There is the pithy statement contrasting 'committed' and 'involved': when you have bacon and eggs for breakfast, the chicken is involved, but the pig is surely committed. Similarly, the US is involved, but India is committed. This is the essential asymmetry and unfairness of the deal. Indians accept the obligations of the P-5 (five permanent members of the UN Security Council), but get none of the rights.
Separating civilian and military nuclear facilities, accepting IAEA inspection of all civilian facilities, adhering to the Additional Protocol: all this is more than the P-5 do. It is a total cave-in by innocents out-negotiated by canny Americans. This is 'cap, rollback, and eliminate' by other means: long the mantra of the State Department.
Everything that the Americans have said is weasel-worded: 'we'll work with Congress and allies to do xyz,' whereas Indians have obligated themselves to do things. The Congress and its pack of baying non-proliferation ayatollahs will not agree to anything substantive. But India will open its kimono to intrusive inspections by the IAEA. Note: The last time there were intrusive inspections, they invaded the country: Iraq. The IAEA finds weapons of mass destruction on demand.
But the deeper point behind this is that India once again is not using its buyer power. Note what has happened in this entire negotiation: the thing that India covets the most, Security Council membership, is not on the cards. The US has declared several times that it supports Japan's membership, but nobody else's. So it is not as though the US is doing India any big favours.
The sharing of civilian nuclear technology is something that the US needs to do, to give its moribund nuclear industry a boost. The US, in the wake of Iraq, Hurricane Katrina, etc, is aware that it has to reduce its crack-like addiction to hydrocarbons and increase other sources of energy. Nuclear power has a bad image in the US, so its suppliers cannot do much in the US: what better than to have them build (potentially dangerous) plants elsewhere, perfect the technology, and bring it back to the US later? And if said suppliers can make good money in the process, so much the better. Who cares if a couple of Chernobyl-type situations happen and a bunch of Indians die?
Note that despite all their hoo-haa over non-proliferation when it comes to strictly law-abiding and unproliferating and easily cowed India, the US has allowed Westinghouse to sell China a number of reactors despite China being a major and consistent proliferator. So it's a purely commercial decision to sell the technology to India, and it is once again, not as though the US is doing India any favour: it is merely acting as a mercantilist entity and squeezing the maximum value out of a deal which it also needs.
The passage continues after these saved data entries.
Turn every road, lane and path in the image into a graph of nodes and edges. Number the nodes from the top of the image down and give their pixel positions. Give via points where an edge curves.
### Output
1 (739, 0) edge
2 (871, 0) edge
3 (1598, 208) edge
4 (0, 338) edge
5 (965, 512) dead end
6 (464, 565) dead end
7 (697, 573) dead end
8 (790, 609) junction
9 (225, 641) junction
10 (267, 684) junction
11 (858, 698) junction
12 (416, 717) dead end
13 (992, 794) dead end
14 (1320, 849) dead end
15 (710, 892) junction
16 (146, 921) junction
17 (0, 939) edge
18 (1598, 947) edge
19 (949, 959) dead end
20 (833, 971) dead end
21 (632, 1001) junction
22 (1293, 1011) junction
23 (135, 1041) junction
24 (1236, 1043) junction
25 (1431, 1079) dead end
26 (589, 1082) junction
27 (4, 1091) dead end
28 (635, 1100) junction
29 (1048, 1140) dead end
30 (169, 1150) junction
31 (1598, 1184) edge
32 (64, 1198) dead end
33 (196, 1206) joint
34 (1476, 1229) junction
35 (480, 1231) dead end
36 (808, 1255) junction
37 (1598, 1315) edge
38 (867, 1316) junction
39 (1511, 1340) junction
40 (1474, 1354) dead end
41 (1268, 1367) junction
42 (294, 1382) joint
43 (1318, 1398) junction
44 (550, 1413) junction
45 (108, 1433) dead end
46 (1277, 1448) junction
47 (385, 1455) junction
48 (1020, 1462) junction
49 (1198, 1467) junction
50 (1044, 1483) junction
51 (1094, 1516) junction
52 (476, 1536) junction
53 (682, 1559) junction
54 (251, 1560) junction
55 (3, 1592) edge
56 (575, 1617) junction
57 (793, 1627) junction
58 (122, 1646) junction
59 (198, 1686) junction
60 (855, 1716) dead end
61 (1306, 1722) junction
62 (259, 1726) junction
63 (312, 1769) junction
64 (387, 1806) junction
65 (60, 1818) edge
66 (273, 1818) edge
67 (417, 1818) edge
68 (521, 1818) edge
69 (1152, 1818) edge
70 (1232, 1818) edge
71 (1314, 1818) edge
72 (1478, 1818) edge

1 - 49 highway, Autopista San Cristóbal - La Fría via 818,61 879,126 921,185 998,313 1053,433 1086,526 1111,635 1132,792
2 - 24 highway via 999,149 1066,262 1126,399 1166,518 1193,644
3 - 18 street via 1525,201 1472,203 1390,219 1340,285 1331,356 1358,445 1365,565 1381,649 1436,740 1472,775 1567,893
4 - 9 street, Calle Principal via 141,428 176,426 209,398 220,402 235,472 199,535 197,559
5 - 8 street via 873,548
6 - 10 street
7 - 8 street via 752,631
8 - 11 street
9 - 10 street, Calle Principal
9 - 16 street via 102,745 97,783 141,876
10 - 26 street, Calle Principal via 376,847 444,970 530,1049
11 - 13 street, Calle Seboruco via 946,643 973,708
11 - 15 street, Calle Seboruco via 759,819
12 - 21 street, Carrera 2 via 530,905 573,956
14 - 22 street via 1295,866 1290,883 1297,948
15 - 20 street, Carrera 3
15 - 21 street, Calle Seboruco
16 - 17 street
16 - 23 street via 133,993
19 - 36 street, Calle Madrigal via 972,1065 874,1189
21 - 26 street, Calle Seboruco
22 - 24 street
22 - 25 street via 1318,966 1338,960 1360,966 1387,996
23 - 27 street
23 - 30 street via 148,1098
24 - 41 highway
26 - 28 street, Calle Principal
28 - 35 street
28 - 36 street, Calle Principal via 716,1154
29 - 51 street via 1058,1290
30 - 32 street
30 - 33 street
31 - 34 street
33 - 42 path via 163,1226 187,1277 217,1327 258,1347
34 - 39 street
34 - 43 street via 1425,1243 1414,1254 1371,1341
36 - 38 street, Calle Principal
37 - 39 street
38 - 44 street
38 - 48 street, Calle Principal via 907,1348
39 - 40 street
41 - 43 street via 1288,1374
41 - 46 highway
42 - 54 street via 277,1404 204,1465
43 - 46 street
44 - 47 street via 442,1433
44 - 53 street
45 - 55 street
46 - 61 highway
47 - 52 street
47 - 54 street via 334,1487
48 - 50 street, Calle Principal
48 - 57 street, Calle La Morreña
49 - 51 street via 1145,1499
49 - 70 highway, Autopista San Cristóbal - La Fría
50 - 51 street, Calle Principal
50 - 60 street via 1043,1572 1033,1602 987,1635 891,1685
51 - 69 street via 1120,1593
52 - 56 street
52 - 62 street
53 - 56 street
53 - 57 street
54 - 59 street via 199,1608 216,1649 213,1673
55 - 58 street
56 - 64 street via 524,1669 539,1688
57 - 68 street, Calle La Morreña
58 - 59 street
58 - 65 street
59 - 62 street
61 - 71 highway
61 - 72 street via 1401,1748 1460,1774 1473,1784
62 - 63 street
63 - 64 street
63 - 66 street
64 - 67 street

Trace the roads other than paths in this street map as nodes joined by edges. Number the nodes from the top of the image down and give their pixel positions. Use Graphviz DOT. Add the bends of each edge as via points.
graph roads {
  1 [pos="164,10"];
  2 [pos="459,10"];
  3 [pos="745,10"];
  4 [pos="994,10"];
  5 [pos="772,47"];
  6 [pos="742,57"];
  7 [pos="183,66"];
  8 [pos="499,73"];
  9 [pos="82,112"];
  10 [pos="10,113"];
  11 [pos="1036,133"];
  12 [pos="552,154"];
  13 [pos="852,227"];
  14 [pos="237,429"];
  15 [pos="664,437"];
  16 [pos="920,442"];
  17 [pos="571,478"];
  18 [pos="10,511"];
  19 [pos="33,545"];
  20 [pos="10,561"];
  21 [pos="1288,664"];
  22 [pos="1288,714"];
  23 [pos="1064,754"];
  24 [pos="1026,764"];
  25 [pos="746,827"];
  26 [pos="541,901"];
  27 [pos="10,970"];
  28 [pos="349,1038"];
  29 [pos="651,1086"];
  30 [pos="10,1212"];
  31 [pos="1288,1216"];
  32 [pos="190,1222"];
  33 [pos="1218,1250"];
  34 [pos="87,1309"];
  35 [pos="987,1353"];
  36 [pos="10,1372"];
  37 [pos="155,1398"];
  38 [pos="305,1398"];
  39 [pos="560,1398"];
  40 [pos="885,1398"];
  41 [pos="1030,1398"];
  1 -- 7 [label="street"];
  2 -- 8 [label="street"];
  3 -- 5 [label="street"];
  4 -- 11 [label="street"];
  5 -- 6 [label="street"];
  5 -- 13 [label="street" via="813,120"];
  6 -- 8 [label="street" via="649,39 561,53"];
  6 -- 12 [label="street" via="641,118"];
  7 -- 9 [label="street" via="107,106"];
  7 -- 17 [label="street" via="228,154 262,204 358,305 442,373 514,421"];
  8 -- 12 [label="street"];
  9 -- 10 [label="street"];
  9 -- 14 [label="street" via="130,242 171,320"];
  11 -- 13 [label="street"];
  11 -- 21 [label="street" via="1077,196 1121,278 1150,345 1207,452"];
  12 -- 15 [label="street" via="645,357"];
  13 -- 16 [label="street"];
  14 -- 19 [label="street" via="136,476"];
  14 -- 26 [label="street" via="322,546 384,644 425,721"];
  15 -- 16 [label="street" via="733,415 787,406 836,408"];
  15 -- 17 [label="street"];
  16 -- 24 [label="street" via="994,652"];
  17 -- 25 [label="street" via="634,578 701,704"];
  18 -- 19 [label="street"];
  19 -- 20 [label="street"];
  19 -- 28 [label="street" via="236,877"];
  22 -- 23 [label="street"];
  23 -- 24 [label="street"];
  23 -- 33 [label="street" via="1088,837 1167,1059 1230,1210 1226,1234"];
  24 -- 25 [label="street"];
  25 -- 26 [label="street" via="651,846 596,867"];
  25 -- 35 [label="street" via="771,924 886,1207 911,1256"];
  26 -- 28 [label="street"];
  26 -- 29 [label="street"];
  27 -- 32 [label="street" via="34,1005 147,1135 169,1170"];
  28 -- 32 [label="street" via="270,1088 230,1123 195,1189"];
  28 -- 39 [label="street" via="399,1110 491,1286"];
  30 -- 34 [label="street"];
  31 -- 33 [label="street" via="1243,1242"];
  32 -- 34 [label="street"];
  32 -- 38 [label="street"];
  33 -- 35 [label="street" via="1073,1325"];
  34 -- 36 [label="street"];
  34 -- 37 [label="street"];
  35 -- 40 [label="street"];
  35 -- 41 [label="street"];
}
Bottom line, by not recognising its own strength as a major customer for not only energy, but also for aerospace and weapons systems, India is hurting itself. This stems from the old inferiority complex of being a NAM/Third World country, a supplicant. It is high time the diplomats realised that we have shaken off the detritus of NAM, and that India is a rising power, which can in fact be the world's number one power.
A declining America and a China which will in future face serious internal problems -- this leaves the door open for India to be, yes, astonishing as it may be to some, the world's greatest power. And that should be India's strategic intent. Nothing else is worth working hard for: this is the kind of goal, like the US's man-on-the-moon, that will excite people. This is no pipe-dream either: been there, done that.
As tracked in Angus Maddison's The World Economy: A Millennial Perspective during the years 0 to 1000 CE, India was pretty much the pre-eminent economic power in the world, with China trailing close by. And the 1017 CE military feat of Rajaraja Chola in sending a conquering armada of sailing ships to defeat the Sriwijaya Empire in Sumatra -- all the way across thousands of miles of the Indian Ocean -- was unmatched until the heydays of European colonialism.